El
Taller de Cuento del Metro
Recopilación
de Cuentos del Taller Cuento
de Mario Ramirez en el Sistema de Transporte Colectivo Metro con
Jóvenes Becarios de los Programas de “Ola Cultural”, del
“Instituto de la Juventud” y “Para Leer de Boleto en el Metro”
PRESENTACIÓN
Por Mario Ramirez Centeno
Durante
los meses
de fines del 2007 se llevó a cabo un Taller de Cuento del Metro con
jóvenes que laboraban en la “Ola Cultural” y lectores y
distribuidores de “Para Leer de Boleto en el Metro”, coordinado
por un servidor a invitación del artista y promotor cultural Sergio
Gómez, en donde dábamos apretadamente la teoría de la estructura
del cuento y algunas técnicas de la narrativa en habla española.

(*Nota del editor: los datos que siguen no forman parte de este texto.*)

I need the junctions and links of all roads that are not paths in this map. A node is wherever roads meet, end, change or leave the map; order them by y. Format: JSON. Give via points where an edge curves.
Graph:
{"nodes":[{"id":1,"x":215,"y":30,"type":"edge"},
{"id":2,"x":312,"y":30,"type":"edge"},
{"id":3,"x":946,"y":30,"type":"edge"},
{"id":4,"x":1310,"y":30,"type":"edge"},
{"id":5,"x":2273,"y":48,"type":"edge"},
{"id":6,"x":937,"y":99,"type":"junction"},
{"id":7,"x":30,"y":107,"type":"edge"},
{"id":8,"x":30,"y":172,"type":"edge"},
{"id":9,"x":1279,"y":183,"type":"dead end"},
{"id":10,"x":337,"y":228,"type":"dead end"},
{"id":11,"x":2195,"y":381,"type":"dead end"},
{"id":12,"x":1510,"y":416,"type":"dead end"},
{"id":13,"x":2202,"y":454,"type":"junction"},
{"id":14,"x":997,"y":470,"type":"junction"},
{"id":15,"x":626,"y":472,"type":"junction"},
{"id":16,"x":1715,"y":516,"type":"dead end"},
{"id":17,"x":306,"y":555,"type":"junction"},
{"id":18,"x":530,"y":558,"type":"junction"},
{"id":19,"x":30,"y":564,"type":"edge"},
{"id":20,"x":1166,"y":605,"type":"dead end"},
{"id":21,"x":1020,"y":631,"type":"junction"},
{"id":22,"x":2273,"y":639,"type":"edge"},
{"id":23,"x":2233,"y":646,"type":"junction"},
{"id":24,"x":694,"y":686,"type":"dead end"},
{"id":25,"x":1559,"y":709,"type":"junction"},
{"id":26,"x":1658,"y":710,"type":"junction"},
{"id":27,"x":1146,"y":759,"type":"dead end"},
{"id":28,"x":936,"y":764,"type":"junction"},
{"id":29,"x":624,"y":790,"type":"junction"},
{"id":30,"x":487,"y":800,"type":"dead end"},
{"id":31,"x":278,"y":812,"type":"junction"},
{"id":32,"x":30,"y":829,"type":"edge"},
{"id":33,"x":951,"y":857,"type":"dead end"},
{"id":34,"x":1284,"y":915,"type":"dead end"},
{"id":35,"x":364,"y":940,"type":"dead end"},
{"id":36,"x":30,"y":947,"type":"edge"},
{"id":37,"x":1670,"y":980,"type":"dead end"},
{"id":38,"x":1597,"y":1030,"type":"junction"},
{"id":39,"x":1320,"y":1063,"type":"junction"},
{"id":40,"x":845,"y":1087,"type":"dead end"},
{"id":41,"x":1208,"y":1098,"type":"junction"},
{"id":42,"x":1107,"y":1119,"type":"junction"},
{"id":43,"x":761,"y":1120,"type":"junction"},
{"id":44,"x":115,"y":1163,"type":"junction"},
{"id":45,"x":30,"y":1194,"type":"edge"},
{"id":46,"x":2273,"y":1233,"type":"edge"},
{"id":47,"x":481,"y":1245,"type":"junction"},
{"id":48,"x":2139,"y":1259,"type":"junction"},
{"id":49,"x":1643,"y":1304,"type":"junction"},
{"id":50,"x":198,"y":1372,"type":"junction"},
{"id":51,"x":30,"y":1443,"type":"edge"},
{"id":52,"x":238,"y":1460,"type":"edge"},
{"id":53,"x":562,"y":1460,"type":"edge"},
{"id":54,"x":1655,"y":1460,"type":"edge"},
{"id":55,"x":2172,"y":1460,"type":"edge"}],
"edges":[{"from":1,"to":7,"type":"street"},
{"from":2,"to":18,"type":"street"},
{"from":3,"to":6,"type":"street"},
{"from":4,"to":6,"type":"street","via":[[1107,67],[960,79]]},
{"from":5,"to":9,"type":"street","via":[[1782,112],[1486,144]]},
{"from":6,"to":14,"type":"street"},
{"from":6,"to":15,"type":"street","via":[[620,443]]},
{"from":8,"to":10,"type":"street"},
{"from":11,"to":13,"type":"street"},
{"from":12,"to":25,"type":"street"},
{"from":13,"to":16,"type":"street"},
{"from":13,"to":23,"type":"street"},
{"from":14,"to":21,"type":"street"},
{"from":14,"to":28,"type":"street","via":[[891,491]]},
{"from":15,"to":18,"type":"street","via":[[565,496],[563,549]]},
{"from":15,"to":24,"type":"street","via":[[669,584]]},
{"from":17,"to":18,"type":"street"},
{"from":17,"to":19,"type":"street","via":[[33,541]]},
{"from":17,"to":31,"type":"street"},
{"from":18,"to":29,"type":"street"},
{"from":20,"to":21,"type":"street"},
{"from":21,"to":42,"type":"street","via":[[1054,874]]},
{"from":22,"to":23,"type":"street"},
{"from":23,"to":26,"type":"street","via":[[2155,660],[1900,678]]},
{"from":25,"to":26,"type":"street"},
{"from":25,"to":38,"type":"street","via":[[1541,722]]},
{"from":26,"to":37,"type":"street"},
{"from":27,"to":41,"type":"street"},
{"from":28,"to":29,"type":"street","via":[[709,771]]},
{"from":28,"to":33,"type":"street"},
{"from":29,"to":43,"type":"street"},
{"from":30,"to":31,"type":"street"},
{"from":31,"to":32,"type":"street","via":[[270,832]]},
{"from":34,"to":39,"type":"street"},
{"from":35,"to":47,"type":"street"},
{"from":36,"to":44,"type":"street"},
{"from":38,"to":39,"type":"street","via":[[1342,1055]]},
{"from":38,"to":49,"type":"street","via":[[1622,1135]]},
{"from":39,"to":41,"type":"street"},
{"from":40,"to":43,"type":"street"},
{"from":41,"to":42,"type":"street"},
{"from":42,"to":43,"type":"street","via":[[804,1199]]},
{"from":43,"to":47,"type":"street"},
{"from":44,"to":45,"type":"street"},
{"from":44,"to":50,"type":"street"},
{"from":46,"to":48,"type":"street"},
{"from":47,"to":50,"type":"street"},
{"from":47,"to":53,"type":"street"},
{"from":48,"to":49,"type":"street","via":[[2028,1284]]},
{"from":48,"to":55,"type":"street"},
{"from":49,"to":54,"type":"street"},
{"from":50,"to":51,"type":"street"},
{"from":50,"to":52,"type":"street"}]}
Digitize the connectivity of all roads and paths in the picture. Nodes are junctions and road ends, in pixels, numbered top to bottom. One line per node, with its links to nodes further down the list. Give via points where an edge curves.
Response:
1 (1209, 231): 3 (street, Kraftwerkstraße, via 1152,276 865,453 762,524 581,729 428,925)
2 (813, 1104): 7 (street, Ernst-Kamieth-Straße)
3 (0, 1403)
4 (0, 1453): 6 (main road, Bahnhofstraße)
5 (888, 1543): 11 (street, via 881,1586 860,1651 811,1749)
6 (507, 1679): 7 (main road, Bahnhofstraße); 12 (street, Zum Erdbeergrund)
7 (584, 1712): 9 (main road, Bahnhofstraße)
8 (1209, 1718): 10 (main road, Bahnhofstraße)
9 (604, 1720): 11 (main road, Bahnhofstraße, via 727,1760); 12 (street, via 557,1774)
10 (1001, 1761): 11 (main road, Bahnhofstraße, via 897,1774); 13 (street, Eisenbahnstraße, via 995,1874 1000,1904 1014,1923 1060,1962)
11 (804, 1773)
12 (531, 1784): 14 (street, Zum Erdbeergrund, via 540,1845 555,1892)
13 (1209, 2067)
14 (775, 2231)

Teníamos sólo dos o cuatro horas a la semana durante los dos
últimos meses del año. Pero los jóvenes asistentes bebían a
grandes tragos la teoría y leíamos a excelentes cuentistas con el
fin de exponerlos a la radiactividad de la calidad literaria y a la
capacidad de noquear al lector con un cuento.
Con
esto en mano logramos muchos avances, pues los cuentos aquí
presentados fueron pulidos en el último mes del taller como si de
piedras preciosas se tratara y nosotros fuéramos los orfebres
obsesionados por sacar a relucir las luces y reflejos de bellos
diamantes.
Por ejemplo, Brenda García “Allertse” nos presentó hasta cinco
versiones distintas del que al final quedó como su cuento a publicar
como resultado del taller. En “El Delirio”, nos gana un terror
muy del tipo del “realismo mágico”, en un ambiente de antro, muy
juvenil y actual.
En “La Insipidez del Recuerdo”
Alberto C. Martínez nos entrega un retrato suicida donde se
contradice afirmando que hay una sola realidad y con la que el juega
logrando diversas dimensiones en un juego de espejos donde el mismo
cree encontrar la realidad de una suicida como Sofía y explicar la
de un escritor con Alzhaimer que la describe, pero que a pesar de
todo obtiene éxito con su personaje suicida en un desenlace
paradójico.
Carlos Esteban Jímenez, siempre
llegaba tarde al taller pero presentó múltiples cuentos que más de
una vez se llevaron las palmas de los asistentes. En “Indios
Verdes-Universidad Tragedia” nos presenta una visión apocalíptica
de la sociedad que vive y convive en el metro, trasunta de tragedia
de un extremo a otro y redimida sólo por la esperanza
revolucionaria. Presentó también varias versiones de este cuento
que finalmente quedó en la que ahora presentamos.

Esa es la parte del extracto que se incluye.